Exploiting HDAC Inhibition

Cancer and Metabolic Diseases Represent Promising Applications

  • Selective HDAC Inhibition

    Click Image To Enlarge +
    A model of RG2833, Repligen’s lead compound for Friedreich ataxia, docked to the HDAC3 enzyme.

    Although many HDAC inhibitors target cancer, the central nervous system (CNS) represents another lucrative therapeutic domain, notes James Rusche, Ph.D., senior vp, R&D, Repligen. “For example, there are a number of CNS genetic diseases caused by a repetition of a DNA triplet sequence. In Friedreich ataxia (FRDA), a repetitive triplet repeat falls within the first intron of the frataxin gene. This causes hypoacetylation and ultimately blocks normal transcription so that the protein produced is fully functional, there is just not enough of it.”

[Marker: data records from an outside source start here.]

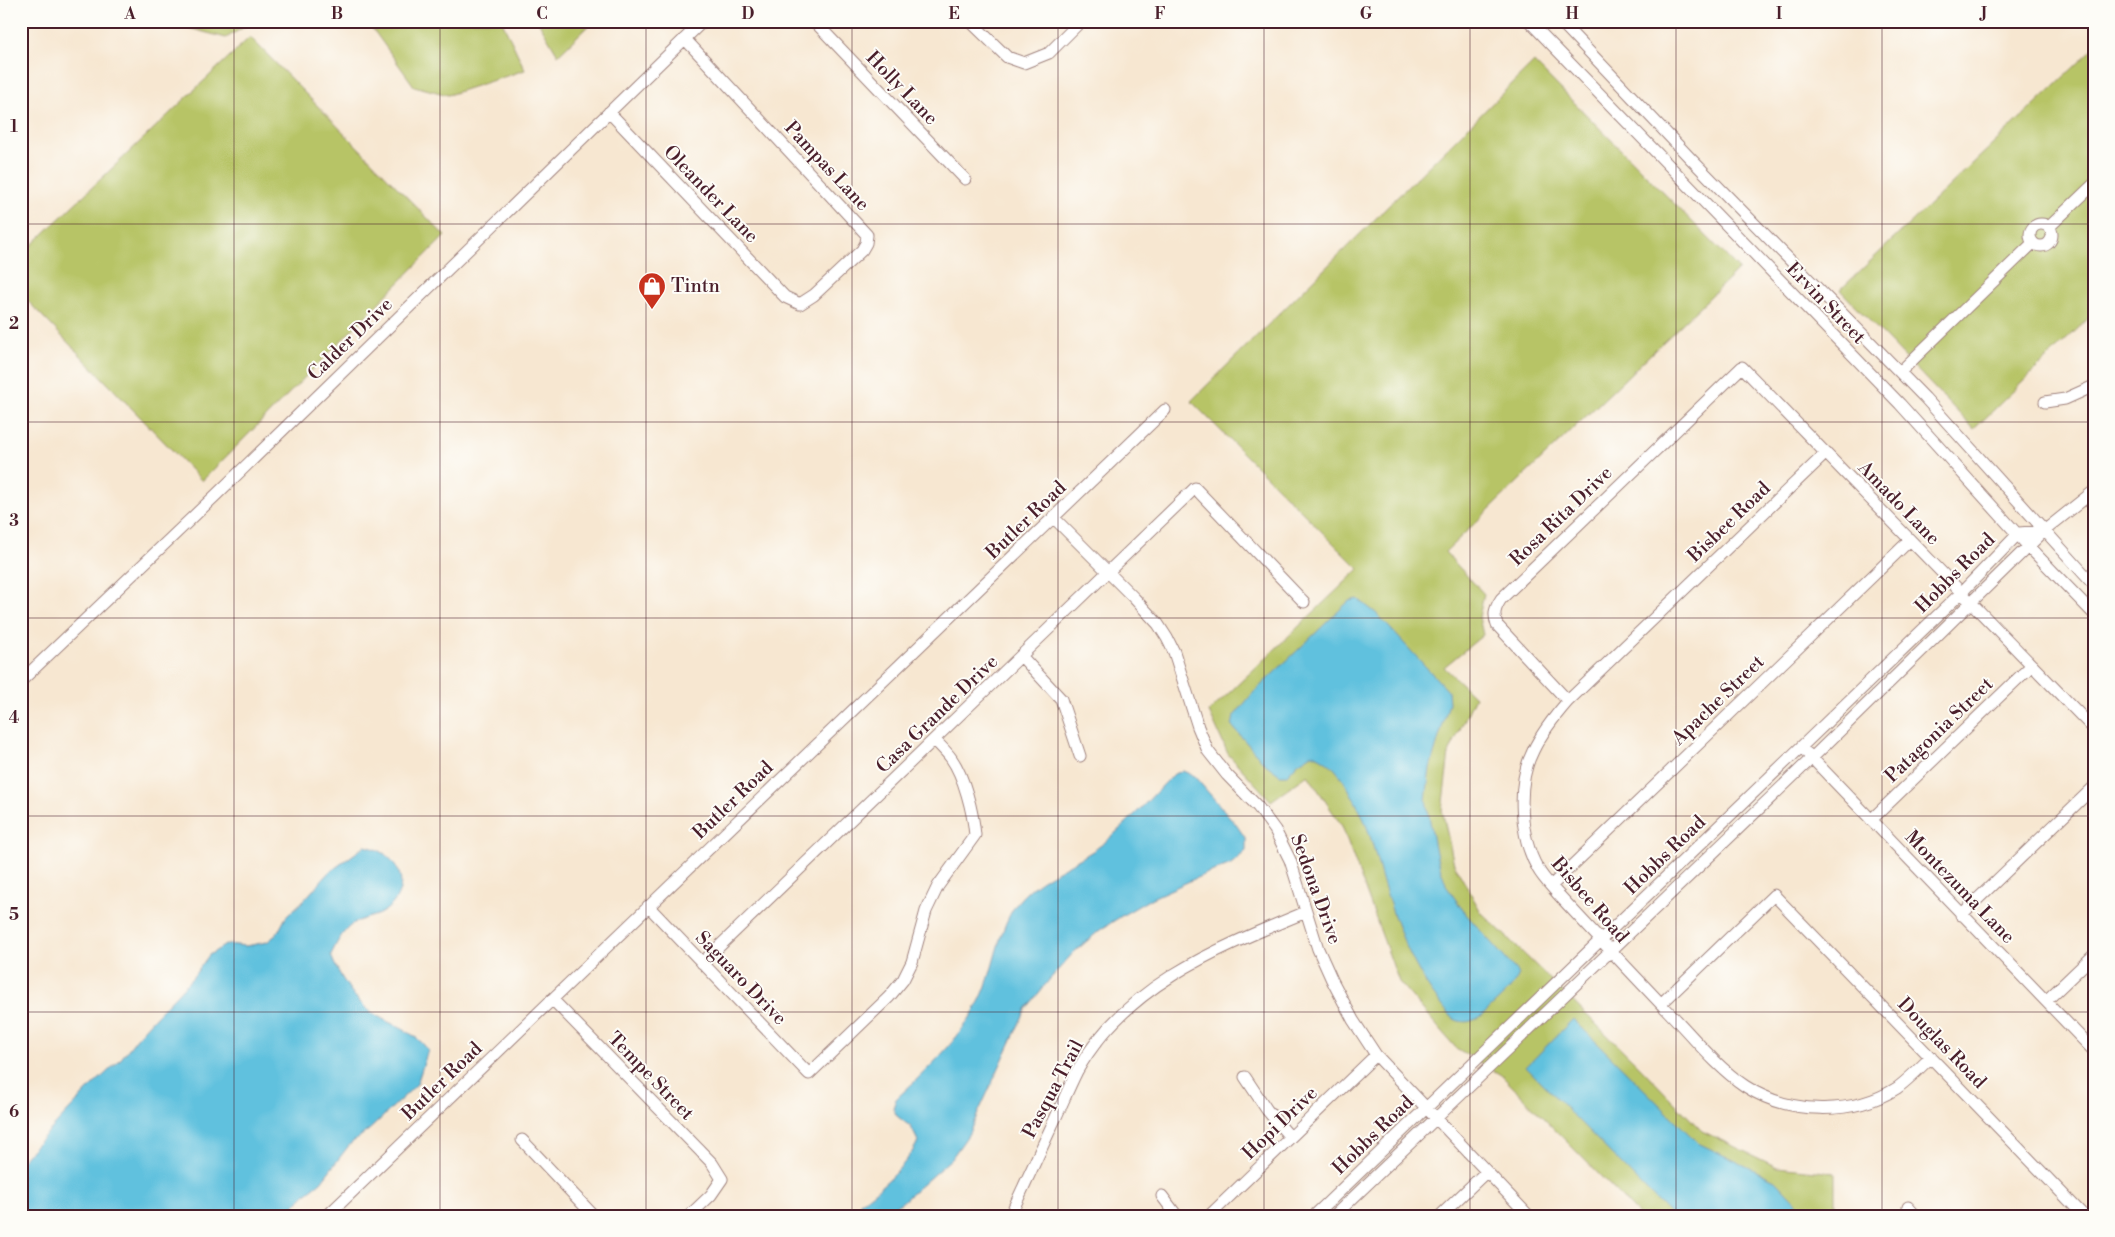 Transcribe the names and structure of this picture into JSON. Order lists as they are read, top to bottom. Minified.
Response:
{"streets":{"street":["Holly Lane","Pampas Lane","Oleander Lane","Ervin Street","Calder Drive","Amado Lane","Rosa Rita Drive","Butler Road","Bisbee Road","Hobbs Road","Apache Street","Casa Grande Drive","Patagonia Street","Montezuma Lane","Sedona Drive","Saguaro Drive","Douglas Road","Tempe Street","Pasqua Trail","Hopi Drive"]},"crossings":[["Pampas Lane","Oleander Lane"],["Pampas Lane","Calder Drive"],["Oleander Lane","Calder Drive"],["Ervin Street","Hobbs Road"],["Amado Lane","Rosa Rita Drive"],["Amado Lane","Bisbee Road"],["Amado Lane","Hobbs Road"],["Amado Lane","Apache Street"],["Amado Lane","Patagonia Street"],["Rosa Rita Drive","Bisbee Road"],["Butler Road","Sedona Drive"],["Butler Road","Saguaro Drive"],["Butler Road","Tempe Street"],["Bisbee Road","Hobbs Road"],["Bisbee Road","Apache Street"],["Bisbee Road","Douglas Road"],["Hobbs Road","Montezuma Lane"],["Hobbs Road","Sedona Drive"],["Casa Grande Drive","Sedona Drive"],["Casa Grande Drive","Saguaro Drive"],["Patagonia Street","Montezuma Lane"],["Sedona Drive","Pasqua Trail"],["Sedona Drive","Hopi Drive"]],"places":{"shop":["Tintn"]},"grid":{"columns":["A","B","C","D","E","F","G","H","I","J"],"rows":["1","2","3","4","5","6"]}} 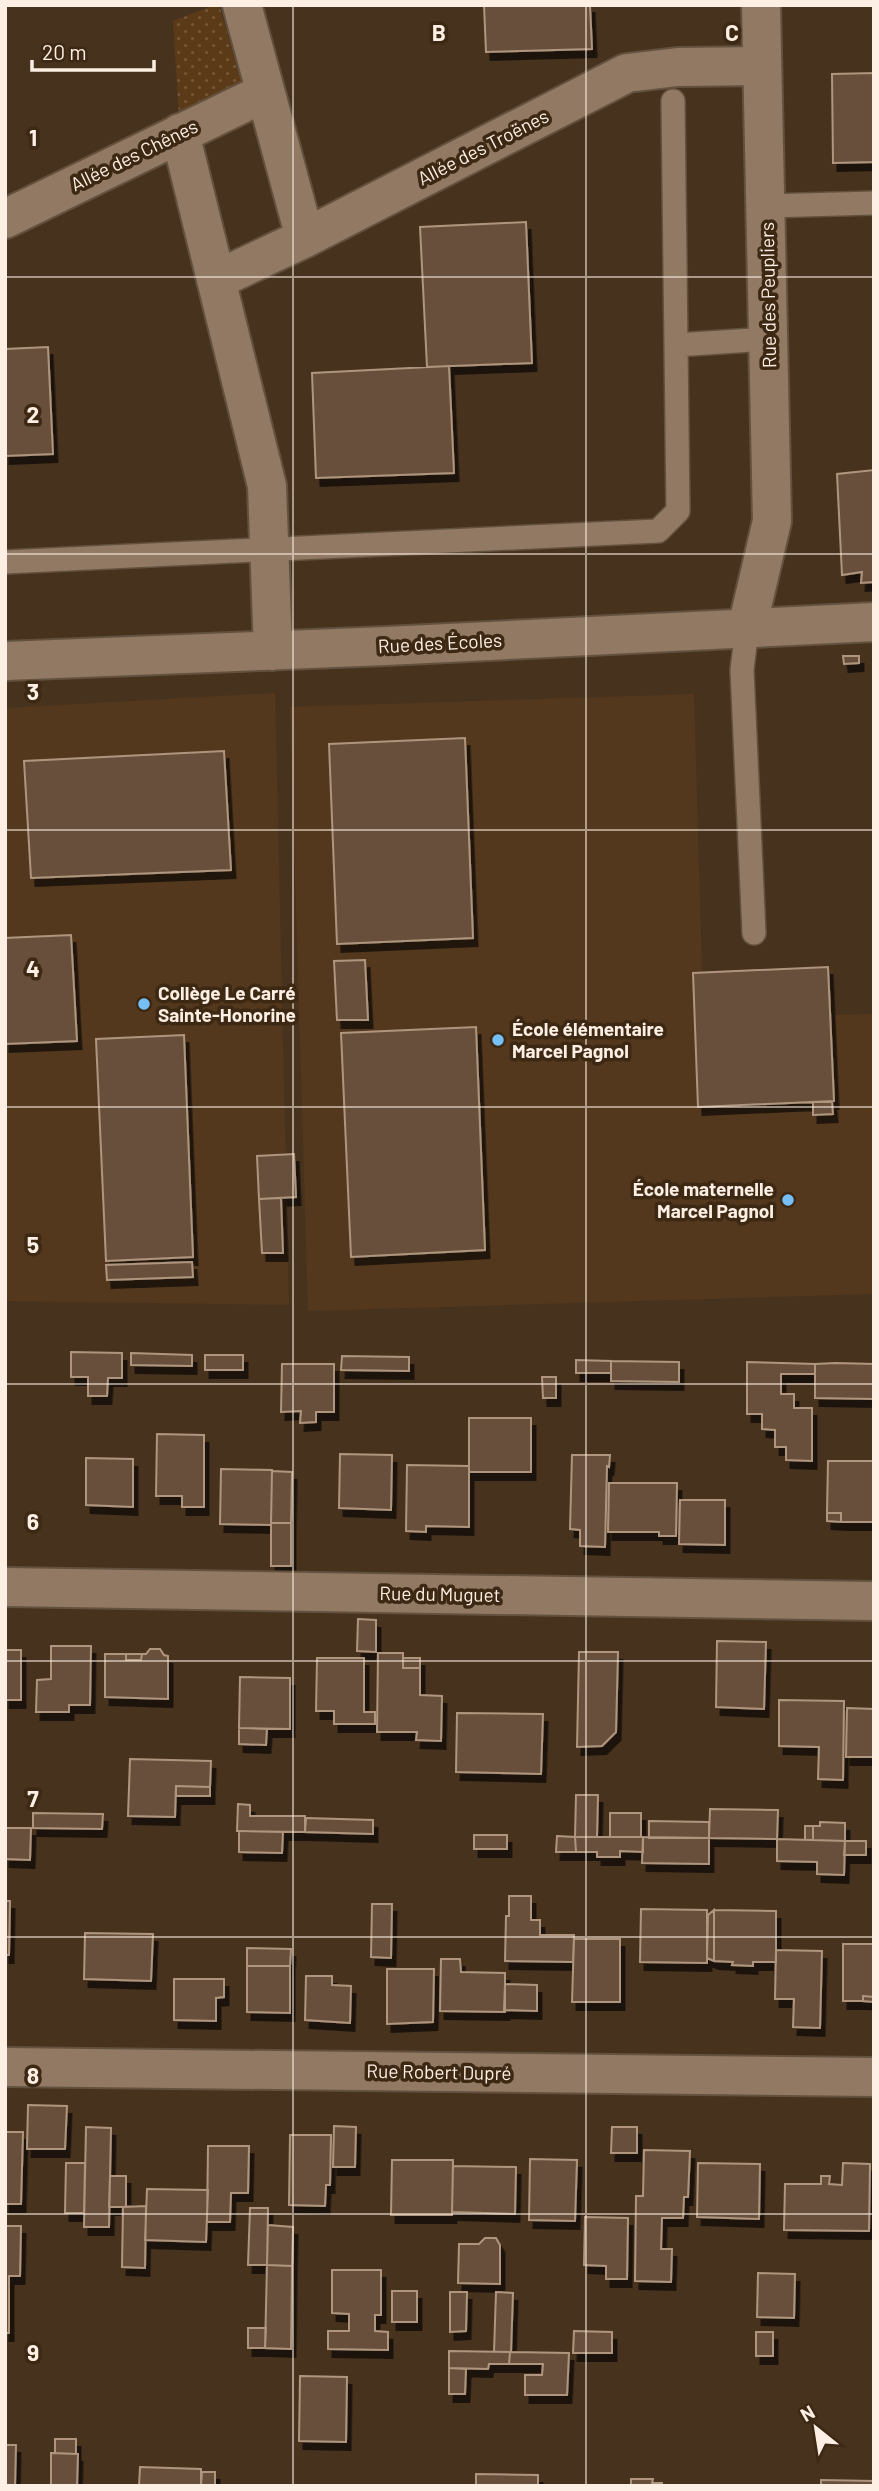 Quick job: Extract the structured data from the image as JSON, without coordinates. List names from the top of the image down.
{
  "streets": {
    "street": [
      "Allée des Troënes",
      "Allée des Chênes",
      "Rue des Peupliers",
      "Rue des Écoles",
      "Rue du Muguet",
      "Rue Robert Dupré"
    ]
  },
  "crossings": [
    ["Allée des Troënes", "Rue des Peupliers"],
    ["Rue des Peupliers", "Rue des Écoles"]
  ],
  "places": ["Collège Le Carré Sainte-Honorine", "École élémentaire Marcel Pagnol", "École maternelle Marcel Pagnol"],
  "scale_bar": "20 m",
  "north": "top left",
  "grid": {
    "columns": ["B", "C"],
    "rows": [
      "1",
      "2",
      "3",
      "4",
      "5",
      "6",
      "7",
      "8",
      "9"
    ]
  }
} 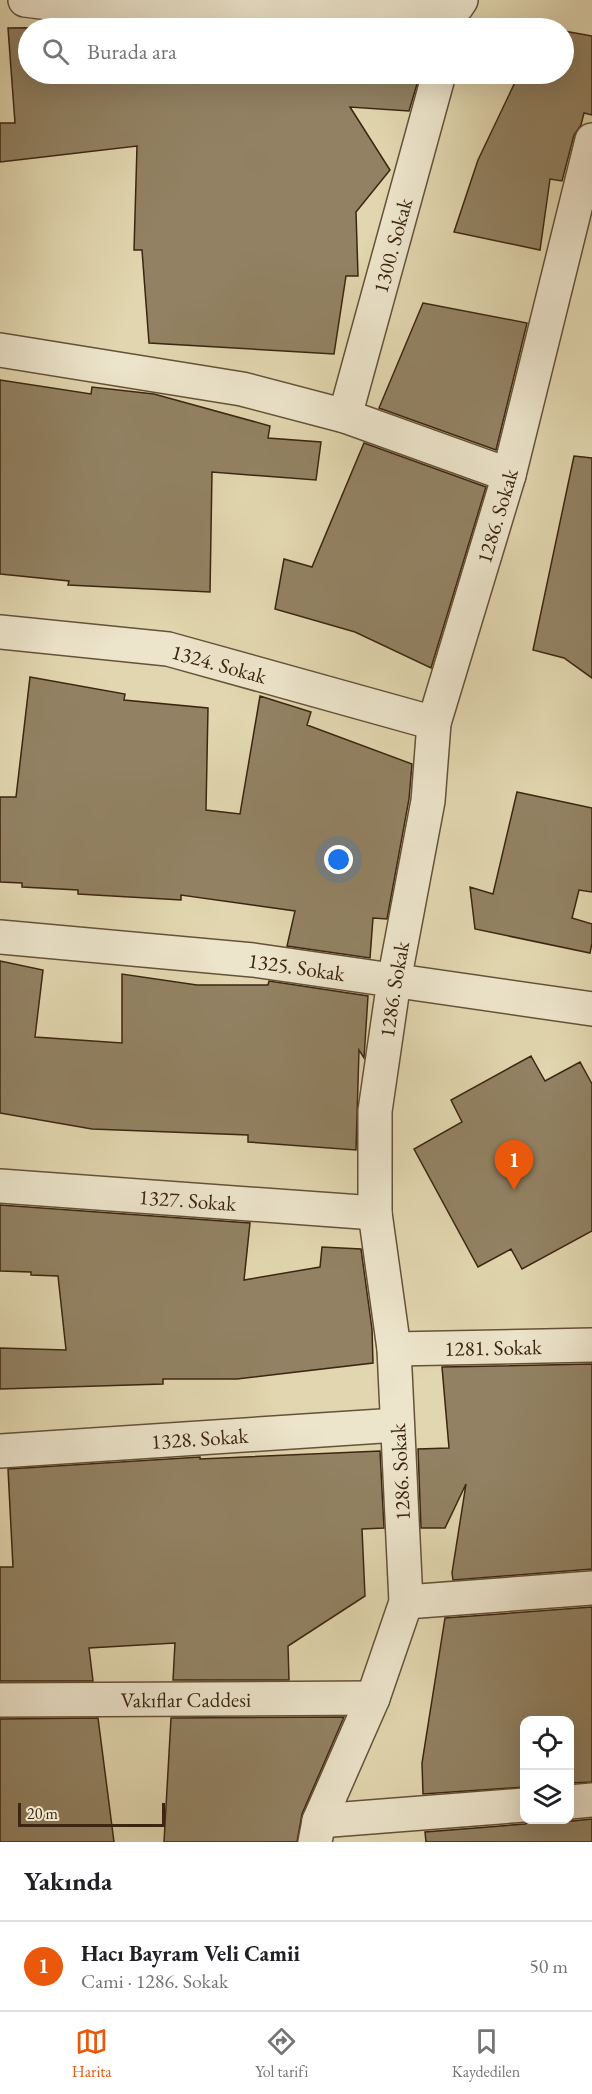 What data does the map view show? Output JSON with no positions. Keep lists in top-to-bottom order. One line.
{"streets":{"street":["1300. Sokak","1286. Sokak","1324. Sokak","1325. Sokak","1327. Sokak","1281. Sokak","1328. Sokak","Vakıflar Caddesi"]},"crossings":[["1286. Sokak","1324. Sokak"],["1286. Sokak","1325. Sokak"],["1286. Sokak","1327. Sokak"],["1286. Sokak","1281. Sokak"],["1286. Sokak","1328. Sokak"],["1286. Sokak","Vakıflar Caddesi"]],"scale_bar":"20 m","page":{"search":"Burada ara","pins":"1","scale":"20 m","heading":"Yakında","list":[{"mark":"1","name":"Hacı Bayram Veli Camii","note":"Cami · 1286. Sokak","value":"50 m"}],"nav":["Harita","Yol tarifi","Kaydedilen"]}} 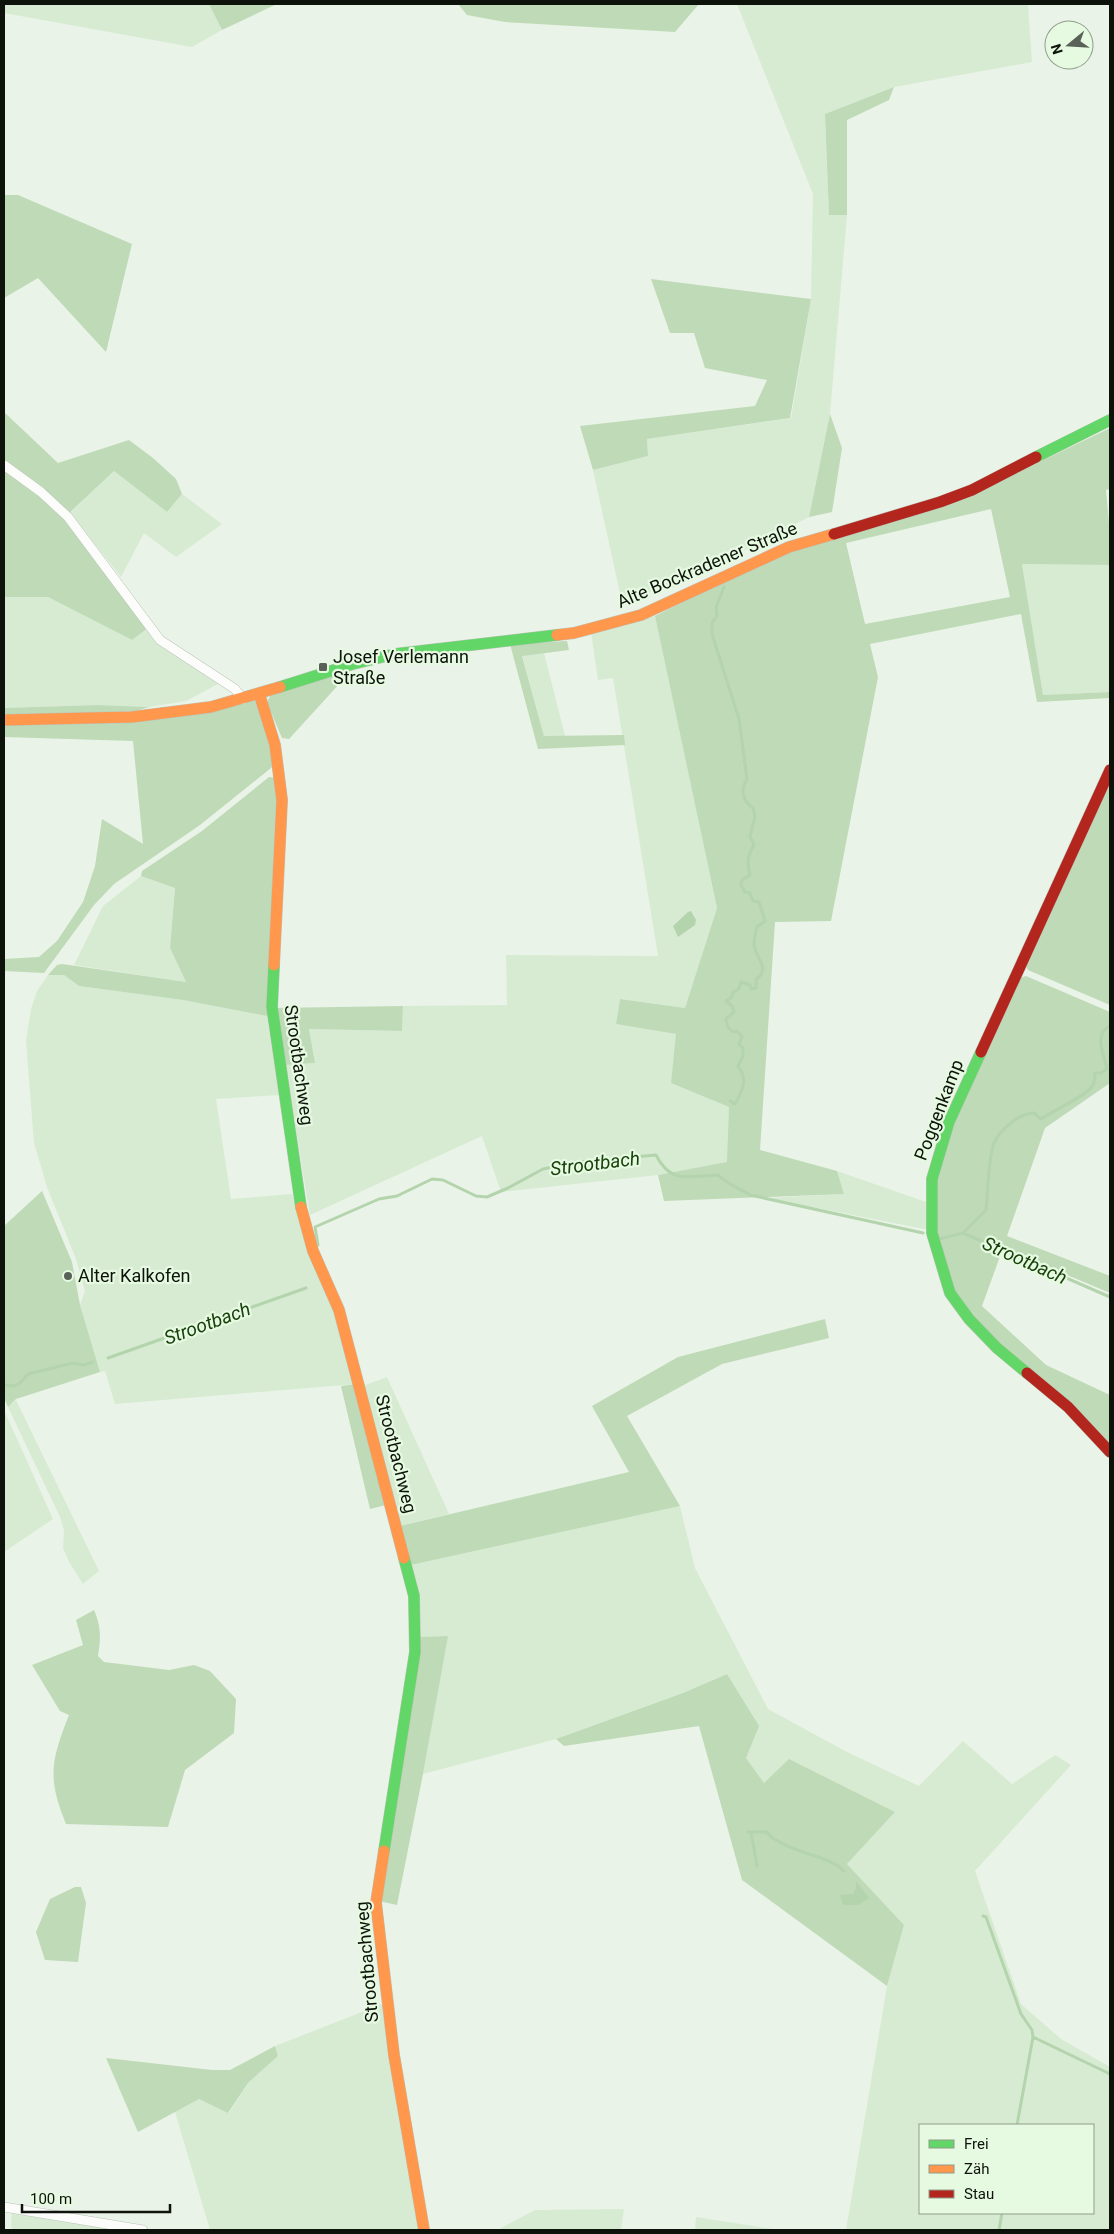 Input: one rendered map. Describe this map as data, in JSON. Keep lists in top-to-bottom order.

    HDAC inhibitors might provide a new therapeutic strategy for treating FRDA, according to Dr. Rusche. “Research at Scripps showed that one class of HDAC inhibitors could increase the mutant frataxin gene expression. While current HDAC inhibitors for oncology may not work due to toxicity and tissue distribution problems, we felt that we could find better molecules more suited to treating Friedreich ataxia.”

    Thus, the company needed to find a more selective HDAC inhibitor that could distribute to brain tissue. “Our preclinical candidate is potent, selective, and possesses the pharmacology needed for an orally active, brain-penetrant drug,” Dr. Rusche reports. “This compound, which is selective for HDAC3, increases expression of the frataxin gene in brain tissue when tested in transgenic mouse models of FRDA at concentrations without side effects. We are now gearing up for clinical trials.”

    Other CNS applications that modify histone acetylation will likely follow. “We can envision applications such as Huntington disease, spinal muscular atrophy, and memory modulation. This area of modulating memory is just beginning, but animal studies are providing results that encourage further development in this area.”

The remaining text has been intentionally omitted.